Activity: An exact copy of every entry is the required answer.

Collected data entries
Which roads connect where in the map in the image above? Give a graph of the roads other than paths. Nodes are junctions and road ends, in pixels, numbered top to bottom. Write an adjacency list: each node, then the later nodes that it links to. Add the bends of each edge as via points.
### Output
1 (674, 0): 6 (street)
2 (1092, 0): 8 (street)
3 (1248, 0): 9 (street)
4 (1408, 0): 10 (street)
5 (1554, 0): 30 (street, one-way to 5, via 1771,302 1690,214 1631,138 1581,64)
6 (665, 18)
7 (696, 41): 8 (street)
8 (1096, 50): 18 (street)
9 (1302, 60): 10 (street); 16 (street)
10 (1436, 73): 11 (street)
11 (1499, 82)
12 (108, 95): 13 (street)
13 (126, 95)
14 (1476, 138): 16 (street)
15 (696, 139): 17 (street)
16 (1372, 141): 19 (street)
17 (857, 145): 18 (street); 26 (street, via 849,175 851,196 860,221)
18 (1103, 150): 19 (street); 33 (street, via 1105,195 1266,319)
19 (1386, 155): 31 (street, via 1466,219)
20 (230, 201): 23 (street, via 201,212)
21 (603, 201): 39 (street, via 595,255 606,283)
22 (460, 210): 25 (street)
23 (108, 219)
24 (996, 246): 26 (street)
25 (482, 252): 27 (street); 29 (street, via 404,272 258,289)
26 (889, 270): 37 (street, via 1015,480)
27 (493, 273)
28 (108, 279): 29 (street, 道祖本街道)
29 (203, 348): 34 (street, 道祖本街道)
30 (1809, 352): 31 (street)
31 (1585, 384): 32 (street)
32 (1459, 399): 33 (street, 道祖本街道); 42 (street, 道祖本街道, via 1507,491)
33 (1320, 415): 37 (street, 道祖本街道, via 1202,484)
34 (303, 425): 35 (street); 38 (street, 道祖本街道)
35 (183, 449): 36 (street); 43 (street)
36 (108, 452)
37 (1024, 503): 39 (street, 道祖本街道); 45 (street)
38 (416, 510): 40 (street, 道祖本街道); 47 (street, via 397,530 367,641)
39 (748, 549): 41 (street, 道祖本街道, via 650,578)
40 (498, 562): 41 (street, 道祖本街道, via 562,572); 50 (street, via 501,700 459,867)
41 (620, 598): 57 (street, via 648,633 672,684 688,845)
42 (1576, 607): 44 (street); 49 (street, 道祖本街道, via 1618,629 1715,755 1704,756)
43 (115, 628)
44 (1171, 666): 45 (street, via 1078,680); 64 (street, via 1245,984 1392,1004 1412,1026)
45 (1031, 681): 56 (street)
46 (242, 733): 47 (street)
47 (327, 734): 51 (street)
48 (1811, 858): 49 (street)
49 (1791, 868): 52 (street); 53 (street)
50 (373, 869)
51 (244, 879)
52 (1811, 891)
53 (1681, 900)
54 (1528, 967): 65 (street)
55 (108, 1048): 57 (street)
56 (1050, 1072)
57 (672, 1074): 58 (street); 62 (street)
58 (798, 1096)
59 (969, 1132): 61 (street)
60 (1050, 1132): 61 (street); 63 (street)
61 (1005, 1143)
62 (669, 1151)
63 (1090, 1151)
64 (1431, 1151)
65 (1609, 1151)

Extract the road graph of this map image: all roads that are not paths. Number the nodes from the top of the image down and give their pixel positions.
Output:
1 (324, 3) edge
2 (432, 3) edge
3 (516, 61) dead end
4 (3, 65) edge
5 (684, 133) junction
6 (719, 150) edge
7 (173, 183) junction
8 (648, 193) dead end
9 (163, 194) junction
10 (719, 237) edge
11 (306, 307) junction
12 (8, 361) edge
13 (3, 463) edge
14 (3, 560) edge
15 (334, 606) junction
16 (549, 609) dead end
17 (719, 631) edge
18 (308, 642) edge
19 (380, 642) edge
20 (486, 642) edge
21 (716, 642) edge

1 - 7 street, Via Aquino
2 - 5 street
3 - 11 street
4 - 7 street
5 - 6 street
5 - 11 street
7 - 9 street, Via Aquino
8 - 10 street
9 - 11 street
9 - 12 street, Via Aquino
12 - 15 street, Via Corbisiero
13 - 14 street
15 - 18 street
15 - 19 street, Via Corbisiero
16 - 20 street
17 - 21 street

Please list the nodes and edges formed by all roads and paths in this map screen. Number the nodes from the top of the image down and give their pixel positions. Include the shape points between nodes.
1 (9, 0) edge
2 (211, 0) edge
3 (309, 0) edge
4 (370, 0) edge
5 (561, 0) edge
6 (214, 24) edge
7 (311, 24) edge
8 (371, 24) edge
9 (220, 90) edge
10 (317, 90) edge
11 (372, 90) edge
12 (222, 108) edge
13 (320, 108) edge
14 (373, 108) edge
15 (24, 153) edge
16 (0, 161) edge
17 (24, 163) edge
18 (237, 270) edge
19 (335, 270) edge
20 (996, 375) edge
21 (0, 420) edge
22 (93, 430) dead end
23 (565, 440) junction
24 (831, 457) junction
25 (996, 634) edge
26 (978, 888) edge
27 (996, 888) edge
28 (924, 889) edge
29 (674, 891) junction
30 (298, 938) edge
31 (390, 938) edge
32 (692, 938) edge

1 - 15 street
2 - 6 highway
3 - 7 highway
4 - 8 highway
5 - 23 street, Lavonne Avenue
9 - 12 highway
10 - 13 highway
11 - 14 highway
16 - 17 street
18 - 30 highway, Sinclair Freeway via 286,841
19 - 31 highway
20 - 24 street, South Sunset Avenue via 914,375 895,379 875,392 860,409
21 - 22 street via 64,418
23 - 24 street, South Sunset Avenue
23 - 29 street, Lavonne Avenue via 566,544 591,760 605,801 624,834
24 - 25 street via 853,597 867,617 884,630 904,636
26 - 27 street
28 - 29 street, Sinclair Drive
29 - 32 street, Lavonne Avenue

Solution to this task:
Which roads connect where in the map in the image above? Give a graph of the roads other than paths. Nodes are junctions and road ends, in pixels, numbered top to bottom. Write an adjacency list: each node, then the later nodes that it links to. Add the bends of each edge as via points.
### Output
1 (674, 0): 6 (street)
2 (1092, 0): 8 (street)
3 (1248, 0): 9 (street)
4 (1408, 0): 10 (street)
5 (1554, 0): 30 (street, one-way to 5, via 1771,302 1690,214 1631,138 1581,64)
6 (665, 18)
7 (696, 41): 8 (street)
8 (1096, 50): 18 (street)
9 (1302, 60): 10 (street); 16 (street)
10 (1436, 73): 11 (street)
11 (1499, 82)
12 (108, 95): 13 (street)
13 (126, 95)
14 (1476, 138): 16 (street)
15 (696, 139): 17 (street)
16 (1372, 141): 19 (street)
17 (857, 145): 18 (street); 26 (street, via 849,175 851,196 860,221)
18 (1103, 150): 19 (street); 33 (street, via 1105,195 1266,319)
19 (1386, 155): 31 (street, via 1466,219)
20 (230, 201): 23 (street, via 201,212)
21 (603, 201): 39 (street, via 595,255 606,283)
22 (460, 210): 25 (street)
23 (108, 219)
24 (996, 246): 26 (street)
25 (482, 252): 27 (street); 29 (street, via 404,272 258,289)
26 (889, 270): 37 (street, via 1015,480)
27 (493, 273)
28 (108, 279): 29 (street, 道祖本街道)
29 (203, 348): 34 (street, 道祖本街道)
30 (1809, 352): 31 (street)
31 (1585, 384): 32 (street)
32 (1459, 399): 33 (street, 道祖本街道); 42 (street, 道祖本街道, via 1507,491)
33 (1320, 415): 37 (street, 道祖本街道, via 1202,484)
34 (303, 425): 35 (street); 38 (street, 道祖本街道)
35 (183, 449): 36 (street); 43 (street)
36 (108, 452)
37 (1024, 503): 39 (street, 道祖本街道); 45 (street)
38 (416, 510): 40 (street, 道祖本街道); 47 (street, via 397,530 367,641)
39 (748, 549): 41 (street, 道祖本街道, via 650,578)
40 (498, 562): 41 (street, 道祖本街道, via 562,572); 50 (street, via 501,700 459,867)
41 (620, 598): 57 (street, via 648,633 672,684 688,845)
42 (1576, 607): 44 (street); 49 (street, 道祖本街道, via 1618,629 1715,755 1704,756)
43 (115, 628)
44 (1171, 666): 45 (street, via 1078,680); 64 (street, via 1245,984 1392,1004 1412,1026)
45 (1031, 681): 56 (street)
46 (242, 733): 47 (street)
47 (327, 734): 51 (street)
48 (1811, 858): 49 (street)
49 (1791, 868): 52 (street); 53 (street)
50 (373, 869)
51 (244, 879)
52 (1811, 891)
53 (1681, 900)
54 (1528, 967): 65 (street)
55 (108, 1048): 57 (street)
56 (1050, 1072)
57 (672, 1074): 58 (street); 62 (street)
58 (798, 1096)
59 (969, 1132): 61 (street)
60 (1050, 1132): 61 (street); 63 (street)
61 (1005, 1143)
62 (669, 1151)
63 (1090, 1151)
64 (1431, 1151)
65 (1609, 1151)

Extract the road graph of this map image: all roads that are not paths. Number the nodes from the top of the image down and give their pixel positions.
Output:
1 (324, 3) edge
2 (432, 3) edge
3 (516, 61) dead end
4 (3, 65) edge
5 (684, 133) junction
6 (719, 150) edge
7 (173, 183) junction
8 (648, 193) dead end
9 (163, 194) junction
10 (719, 237) edge
11 (306, 307) junction
12 (8, 361) edge
13 (3, 463) edge
14 (3, 560) edge
15 (334, 606) junction
16 (549, 609) dead end
17 (719, 631) edge
18 (308, 642) edge
19 (380, 642) edge
20 (486, 642) edge
21 (716, 642) edge

1 - 7 street, Via Aquino
2 - 5 street
3 - 11 street
4 - 7 street
5 - 6 street
5 - 11 street
7 - 9 street, Via Aquino
8 - 10 street
9 - 11 street
9 - 12 street, Via Aquino
12 - 15 street, Via Corbisiero
13 - 14 street
15 - 18 street
15 - 19 street, Via Corbisiero
16 - 20 street
17 - 21 street

Please list the nodes and edges formed by all roads and paths in this map screen. Number the nodes from the top of the image down and give their pixel positions. Include the shape points between nodes.
1 (9, 0) edge
2 (211, 0) edge
3 (309, 0) edge
4 (370, 0) edge
5 (561, 0) edge
6 (214, 24) edge
7 (311, 24) edge
8 (371, 24) edge
9 (220, 90) edge
10 (317, 90) edge
11 (372, 90) edge
12 (222, 108) edge
13 (320, 108) edge
14 (373, 108) edge
15 (24, 153) edge
16 (0, 161) edge
17 (24, 163) edge
18 (237, 270) edge
19 (335, 270) edge
20 (996, 375) edge
21 (0, 420) edge
22 (93, 430) dead end
23 (565, 440) junction
24 (831, 457) junction
25 (996, 634) edge
26 (978, 888) edge
27 (996, 888) edge
28 (924, 889) edge
29 (674, 891) junction
30 (298, 938) edge
31 (390, 938) edge
32 (692, 938) edge

1 - 15 street
2 - 6 highway
3 - 7 highway
4 - 8 highway
5 - 23 street, Lavonne Avenue
9 - 12 highway
10 - 13 highway
11 - 14 highway
16 - 17 street
18 - 30 highway, Sinclair Freeway via 286,841
19 - 31 highway
20 - 24 street, South Sunset Avenue via 914,375 895,379 875,392 860,409
21 - 22 street via 64,418
23 - 24 street, South Sunset Avenue
23 - 29 street, Lavonne Avenue via 566,544 591,760 605,801 624,834
24 - 25 street via 853,597 867,617 884,630 904,636
26 - 27 street
28 - 29 street, Sinclair Drive
29 - 32 street, Lavonne Avenue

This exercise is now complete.